### What the task asks
Lines containing the word "شهیدشیراوژن" in the data below: say how many, with no other text.

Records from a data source
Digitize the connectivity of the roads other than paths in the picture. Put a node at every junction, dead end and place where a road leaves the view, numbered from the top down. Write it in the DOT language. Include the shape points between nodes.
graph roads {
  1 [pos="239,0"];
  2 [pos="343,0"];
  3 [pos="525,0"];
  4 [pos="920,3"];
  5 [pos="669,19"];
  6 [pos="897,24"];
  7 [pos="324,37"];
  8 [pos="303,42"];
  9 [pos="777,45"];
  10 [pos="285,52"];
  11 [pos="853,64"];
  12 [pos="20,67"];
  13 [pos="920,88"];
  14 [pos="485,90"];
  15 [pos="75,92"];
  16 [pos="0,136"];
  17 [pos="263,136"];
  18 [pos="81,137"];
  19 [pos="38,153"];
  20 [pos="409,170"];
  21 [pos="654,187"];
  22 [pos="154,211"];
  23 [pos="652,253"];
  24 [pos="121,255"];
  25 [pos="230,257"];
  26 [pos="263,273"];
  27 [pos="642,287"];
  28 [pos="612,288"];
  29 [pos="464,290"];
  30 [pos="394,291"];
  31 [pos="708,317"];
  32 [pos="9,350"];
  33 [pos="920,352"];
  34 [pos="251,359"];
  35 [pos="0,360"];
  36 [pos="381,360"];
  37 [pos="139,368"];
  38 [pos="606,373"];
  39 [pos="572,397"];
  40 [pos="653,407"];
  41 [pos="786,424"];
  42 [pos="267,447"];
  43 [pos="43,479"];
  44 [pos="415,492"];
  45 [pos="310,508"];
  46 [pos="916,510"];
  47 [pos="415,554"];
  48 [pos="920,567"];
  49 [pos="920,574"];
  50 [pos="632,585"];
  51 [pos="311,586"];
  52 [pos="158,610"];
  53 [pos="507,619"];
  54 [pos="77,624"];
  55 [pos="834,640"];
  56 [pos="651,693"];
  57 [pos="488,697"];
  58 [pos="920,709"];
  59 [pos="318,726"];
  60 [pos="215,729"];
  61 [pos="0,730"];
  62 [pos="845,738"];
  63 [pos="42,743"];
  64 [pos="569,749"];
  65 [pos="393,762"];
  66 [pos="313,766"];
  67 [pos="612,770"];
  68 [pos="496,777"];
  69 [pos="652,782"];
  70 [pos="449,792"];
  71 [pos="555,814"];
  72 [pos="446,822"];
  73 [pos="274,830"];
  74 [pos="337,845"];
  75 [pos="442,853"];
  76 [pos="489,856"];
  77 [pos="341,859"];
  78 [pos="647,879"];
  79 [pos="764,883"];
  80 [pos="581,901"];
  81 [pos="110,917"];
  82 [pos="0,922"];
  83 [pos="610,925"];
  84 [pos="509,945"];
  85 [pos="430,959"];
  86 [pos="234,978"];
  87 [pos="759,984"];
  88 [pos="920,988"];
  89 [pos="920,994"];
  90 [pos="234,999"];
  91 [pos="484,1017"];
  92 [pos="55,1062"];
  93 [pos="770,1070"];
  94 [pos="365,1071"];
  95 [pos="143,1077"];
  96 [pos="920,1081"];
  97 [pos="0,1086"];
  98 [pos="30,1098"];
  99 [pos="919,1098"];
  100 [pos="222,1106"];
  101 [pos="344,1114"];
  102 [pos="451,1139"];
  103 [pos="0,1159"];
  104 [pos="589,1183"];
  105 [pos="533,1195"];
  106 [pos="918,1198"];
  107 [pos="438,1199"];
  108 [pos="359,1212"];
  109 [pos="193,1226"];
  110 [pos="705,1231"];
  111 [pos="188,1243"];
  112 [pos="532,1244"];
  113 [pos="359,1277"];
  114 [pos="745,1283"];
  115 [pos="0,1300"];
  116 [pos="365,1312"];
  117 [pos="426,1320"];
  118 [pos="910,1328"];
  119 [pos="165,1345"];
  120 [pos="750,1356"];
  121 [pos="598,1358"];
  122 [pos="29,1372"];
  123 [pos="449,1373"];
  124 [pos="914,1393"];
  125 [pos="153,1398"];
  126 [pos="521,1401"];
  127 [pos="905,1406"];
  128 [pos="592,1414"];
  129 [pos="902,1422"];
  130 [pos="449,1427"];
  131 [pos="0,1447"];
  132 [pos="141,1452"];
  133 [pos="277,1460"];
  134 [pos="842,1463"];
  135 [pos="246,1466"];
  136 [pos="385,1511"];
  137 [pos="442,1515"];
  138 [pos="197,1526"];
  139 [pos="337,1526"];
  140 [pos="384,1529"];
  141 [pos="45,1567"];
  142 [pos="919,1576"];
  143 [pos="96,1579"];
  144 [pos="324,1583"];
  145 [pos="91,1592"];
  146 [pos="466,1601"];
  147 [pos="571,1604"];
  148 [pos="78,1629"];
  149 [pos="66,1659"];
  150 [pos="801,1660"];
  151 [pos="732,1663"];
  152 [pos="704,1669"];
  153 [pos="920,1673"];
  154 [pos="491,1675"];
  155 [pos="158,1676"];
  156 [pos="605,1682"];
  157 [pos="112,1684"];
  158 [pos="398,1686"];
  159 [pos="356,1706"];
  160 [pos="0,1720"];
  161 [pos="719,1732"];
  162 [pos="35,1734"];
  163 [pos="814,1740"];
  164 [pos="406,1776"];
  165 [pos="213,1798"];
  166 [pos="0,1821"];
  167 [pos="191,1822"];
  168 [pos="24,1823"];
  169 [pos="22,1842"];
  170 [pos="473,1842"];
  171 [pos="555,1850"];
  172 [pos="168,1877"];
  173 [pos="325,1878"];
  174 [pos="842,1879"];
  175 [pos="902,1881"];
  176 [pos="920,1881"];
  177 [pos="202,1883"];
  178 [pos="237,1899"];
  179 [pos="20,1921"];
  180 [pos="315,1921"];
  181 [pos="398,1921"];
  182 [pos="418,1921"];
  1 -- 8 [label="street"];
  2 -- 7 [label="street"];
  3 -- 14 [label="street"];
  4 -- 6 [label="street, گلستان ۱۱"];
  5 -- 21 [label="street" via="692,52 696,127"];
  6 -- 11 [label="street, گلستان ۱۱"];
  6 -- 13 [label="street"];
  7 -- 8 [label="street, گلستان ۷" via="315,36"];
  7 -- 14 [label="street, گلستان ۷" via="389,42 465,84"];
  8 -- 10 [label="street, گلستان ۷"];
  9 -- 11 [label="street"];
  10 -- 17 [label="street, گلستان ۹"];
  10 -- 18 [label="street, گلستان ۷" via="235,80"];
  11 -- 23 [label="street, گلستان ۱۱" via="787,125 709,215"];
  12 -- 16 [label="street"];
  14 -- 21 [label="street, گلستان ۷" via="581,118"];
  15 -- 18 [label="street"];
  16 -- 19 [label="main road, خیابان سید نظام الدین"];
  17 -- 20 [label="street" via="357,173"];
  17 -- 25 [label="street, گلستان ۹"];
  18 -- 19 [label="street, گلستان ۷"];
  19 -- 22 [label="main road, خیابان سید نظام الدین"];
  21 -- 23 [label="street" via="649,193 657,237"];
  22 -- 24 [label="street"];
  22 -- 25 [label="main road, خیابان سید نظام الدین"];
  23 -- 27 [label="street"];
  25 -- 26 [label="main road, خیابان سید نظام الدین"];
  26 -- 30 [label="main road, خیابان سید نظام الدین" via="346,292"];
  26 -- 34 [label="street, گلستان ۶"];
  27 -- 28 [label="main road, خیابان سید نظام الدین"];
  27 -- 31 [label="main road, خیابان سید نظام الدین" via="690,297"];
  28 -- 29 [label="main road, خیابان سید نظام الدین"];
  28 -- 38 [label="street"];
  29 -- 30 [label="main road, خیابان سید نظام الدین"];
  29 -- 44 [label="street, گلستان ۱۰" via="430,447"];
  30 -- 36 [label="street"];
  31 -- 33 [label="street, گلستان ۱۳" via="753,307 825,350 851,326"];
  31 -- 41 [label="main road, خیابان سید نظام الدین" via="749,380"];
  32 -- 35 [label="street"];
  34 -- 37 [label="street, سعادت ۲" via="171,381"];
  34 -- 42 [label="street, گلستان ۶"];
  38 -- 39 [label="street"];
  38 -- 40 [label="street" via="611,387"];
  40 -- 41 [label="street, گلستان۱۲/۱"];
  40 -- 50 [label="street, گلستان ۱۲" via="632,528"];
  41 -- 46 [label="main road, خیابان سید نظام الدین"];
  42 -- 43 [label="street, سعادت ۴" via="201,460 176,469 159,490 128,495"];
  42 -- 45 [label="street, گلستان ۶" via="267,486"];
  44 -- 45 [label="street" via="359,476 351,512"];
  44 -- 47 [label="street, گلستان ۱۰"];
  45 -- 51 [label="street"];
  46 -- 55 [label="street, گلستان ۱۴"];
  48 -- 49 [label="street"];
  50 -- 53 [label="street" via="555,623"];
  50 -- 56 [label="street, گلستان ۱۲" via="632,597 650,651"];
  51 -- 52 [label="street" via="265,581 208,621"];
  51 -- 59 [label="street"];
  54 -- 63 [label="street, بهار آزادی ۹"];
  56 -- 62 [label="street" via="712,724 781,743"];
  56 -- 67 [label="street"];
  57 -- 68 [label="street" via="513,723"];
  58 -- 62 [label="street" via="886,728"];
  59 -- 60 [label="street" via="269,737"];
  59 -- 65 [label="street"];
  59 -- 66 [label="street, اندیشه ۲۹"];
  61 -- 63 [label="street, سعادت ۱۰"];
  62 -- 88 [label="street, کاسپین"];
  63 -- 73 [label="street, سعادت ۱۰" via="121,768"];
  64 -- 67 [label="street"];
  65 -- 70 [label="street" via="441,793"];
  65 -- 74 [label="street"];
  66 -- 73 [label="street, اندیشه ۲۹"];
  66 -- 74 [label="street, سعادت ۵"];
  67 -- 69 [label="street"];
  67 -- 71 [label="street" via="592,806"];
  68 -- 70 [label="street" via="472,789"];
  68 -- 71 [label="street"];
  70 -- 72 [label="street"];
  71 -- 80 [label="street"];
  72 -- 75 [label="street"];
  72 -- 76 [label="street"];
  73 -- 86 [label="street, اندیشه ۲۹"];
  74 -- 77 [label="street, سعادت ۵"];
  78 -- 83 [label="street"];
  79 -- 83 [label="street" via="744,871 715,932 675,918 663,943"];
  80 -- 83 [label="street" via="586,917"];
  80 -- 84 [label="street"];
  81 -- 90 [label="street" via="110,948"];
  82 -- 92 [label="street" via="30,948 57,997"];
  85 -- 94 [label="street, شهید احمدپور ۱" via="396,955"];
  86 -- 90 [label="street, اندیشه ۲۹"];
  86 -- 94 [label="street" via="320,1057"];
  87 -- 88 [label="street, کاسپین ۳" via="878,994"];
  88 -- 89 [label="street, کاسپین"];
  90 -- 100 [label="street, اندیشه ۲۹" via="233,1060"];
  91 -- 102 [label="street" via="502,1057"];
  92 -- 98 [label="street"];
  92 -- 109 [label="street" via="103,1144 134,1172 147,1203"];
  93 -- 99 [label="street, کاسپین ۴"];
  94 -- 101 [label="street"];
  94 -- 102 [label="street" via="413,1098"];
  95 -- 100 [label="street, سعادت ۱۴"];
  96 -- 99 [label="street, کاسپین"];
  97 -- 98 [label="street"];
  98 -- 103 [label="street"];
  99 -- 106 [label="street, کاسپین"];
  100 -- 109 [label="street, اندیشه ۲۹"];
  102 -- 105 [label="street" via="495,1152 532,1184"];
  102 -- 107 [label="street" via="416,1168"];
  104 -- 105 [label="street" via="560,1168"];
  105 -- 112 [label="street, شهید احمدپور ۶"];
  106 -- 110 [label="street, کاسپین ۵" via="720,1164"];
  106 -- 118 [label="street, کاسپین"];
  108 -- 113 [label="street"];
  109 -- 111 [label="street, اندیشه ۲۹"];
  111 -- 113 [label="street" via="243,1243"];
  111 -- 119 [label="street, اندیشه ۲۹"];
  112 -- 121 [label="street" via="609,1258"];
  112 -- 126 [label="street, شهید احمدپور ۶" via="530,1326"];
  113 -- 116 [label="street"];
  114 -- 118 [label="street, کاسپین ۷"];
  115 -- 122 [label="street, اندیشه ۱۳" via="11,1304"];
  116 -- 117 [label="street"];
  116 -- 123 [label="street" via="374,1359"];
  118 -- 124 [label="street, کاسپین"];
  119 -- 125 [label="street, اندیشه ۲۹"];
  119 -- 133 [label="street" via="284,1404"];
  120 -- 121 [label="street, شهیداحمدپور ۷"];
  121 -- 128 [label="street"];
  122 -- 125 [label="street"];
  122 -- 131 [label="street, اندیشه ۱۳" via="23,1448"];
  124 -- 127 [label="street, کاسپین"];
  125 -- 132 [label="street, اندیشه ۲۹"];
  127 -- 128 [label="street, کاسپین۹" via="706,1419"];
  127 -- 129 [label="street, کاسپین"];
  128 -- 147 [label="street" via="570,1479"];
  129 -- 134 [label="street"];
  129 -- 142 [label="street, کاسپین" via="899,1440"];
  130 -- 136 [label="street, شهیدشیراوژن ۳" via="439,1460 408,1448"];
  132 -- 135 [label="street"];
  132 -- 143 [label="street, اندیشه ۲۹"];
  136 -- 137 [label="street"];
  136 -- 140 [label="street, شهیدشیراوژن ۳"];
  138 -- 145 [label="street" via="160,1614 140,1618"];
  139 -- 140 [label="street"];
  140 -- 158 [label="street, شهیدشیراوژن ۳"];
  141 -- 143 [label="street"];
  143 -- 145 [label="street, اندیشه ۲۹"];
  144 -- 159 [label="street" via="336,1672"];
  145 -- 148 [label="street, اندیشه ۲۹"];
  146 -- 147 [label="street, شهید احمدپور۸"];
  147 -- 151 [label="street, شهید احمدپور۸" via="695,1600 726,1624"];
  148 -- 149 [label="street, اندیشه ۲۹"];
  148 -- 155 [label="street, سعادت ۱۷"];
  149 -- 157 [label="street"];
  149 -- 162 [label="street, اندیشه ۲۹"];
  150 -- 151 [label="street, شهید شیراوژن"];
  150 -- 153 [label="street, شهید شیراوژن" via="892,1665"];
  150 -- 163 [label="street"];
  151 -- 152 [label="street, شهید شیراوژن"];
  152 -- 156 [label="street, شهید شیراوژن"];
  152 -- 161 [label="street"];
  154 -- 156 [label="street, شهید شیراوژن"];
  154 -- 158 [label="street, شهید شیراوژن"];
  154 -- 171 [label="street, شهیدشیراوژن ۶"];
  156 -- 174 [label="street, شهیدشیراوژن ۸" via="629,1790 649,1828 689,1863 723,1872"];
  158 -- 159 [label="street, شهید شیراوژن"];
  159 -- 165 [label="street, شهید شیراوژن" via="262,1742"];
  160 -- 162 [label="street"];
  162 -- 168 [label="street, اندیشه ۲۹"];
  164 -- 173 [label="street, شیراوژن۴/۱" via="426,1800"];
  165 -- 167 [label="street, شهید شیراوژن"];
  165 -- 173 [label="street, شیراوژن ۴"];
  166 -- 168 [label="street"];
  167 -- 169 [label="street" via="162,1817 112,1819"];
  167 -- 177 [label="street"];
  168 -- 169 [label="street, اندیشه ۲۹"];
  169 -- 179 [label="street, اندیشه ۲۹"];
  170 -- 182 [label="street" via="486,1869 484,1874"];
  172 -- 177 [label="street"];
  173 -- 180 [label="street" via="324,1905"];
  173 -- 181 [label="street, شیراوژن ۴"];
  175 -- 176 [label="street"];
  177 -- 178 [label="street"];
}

### Written response
5